Thursday, June 09, 2005

The Quarantine

Although it's not yet known to be lethal, Randy's condition is potentially harmful and extremely contagious. Randy will have to be treated in a quarantined room to protect himself and the public. Once a person is within viewing distance of Randy, they are putting themselves at risk. The only person who is allowed in the same building as Randy will be his medical physician, who will be equipped with a specially designed personal protection suit developed by NASA scientists to shield him from potential hazard. Randy, like his late father, is a chronic sufferer of argyle socks. They affect his senses, most importantly, his sense of style. There is no clear-cut cure for argyle socks, but results from thereputic treatments indicate that therapy does treat its symptoms.
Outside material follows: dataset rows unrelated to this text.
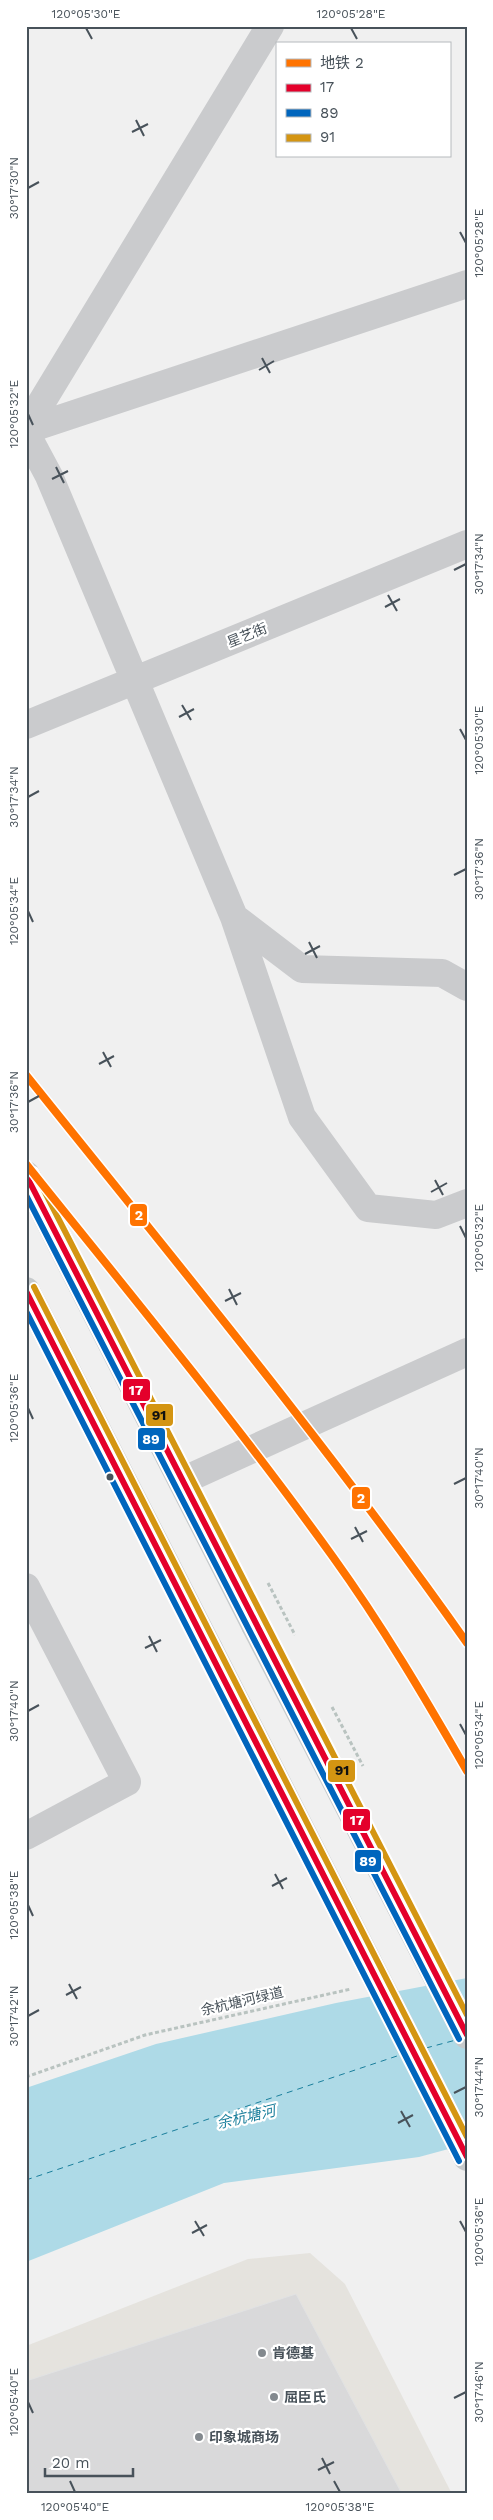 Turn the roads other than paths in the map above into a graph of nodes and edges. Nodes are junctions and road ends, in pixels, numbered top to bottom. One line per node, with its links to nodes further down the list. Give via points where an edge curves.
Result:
1 (270, 26): 3 (street)
2 (467, 284): 3 (street)
3 (26, 430): 5 (street, via 49,476)
4 (467, 544): 5 (street, 星艺街)
5 (136, 680): 6 (street, 星艺街); 7 (street)
6 (26, 725)
7 (234, 917): 8 (street, via 302,969 442,973); 10 (street, via 302,1117 368,1208 436,1215)
8 (467, 987)
9 (26, 1175): 13 (main road)
10 (467, 1203)
11 (26, 1291): 17 (main road, bridge)
12 (467, 1352): 13 (street)
13 (182, 1482): 16 (main road, bridge)
14 (26, 1587): 15 (street, via 127,1782)
15 (26, 1836)
16 (467, 2035)
17 (467, 2156)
If you see a person wearing argyle socks, befriend him or her. Find out if they are causal users or chronic abusers. If the latter, let them know that they can get help to let them lead better lives. The worst thing you can do is ignore a potential problem. Do you want the hand of evil to grab a hold of your ankles?

Disclaimer: The preceding fictional story is not against the wearing of argyle socks, of which the author has about three pairs, but is against the obsession of wearing argyle socks for every occasion. Research has shown that wearing argyle socks for inappropriate occasions, such as at gym class and at beach parties, is harmful to one's health as well as others. Thank you for your understanding and support.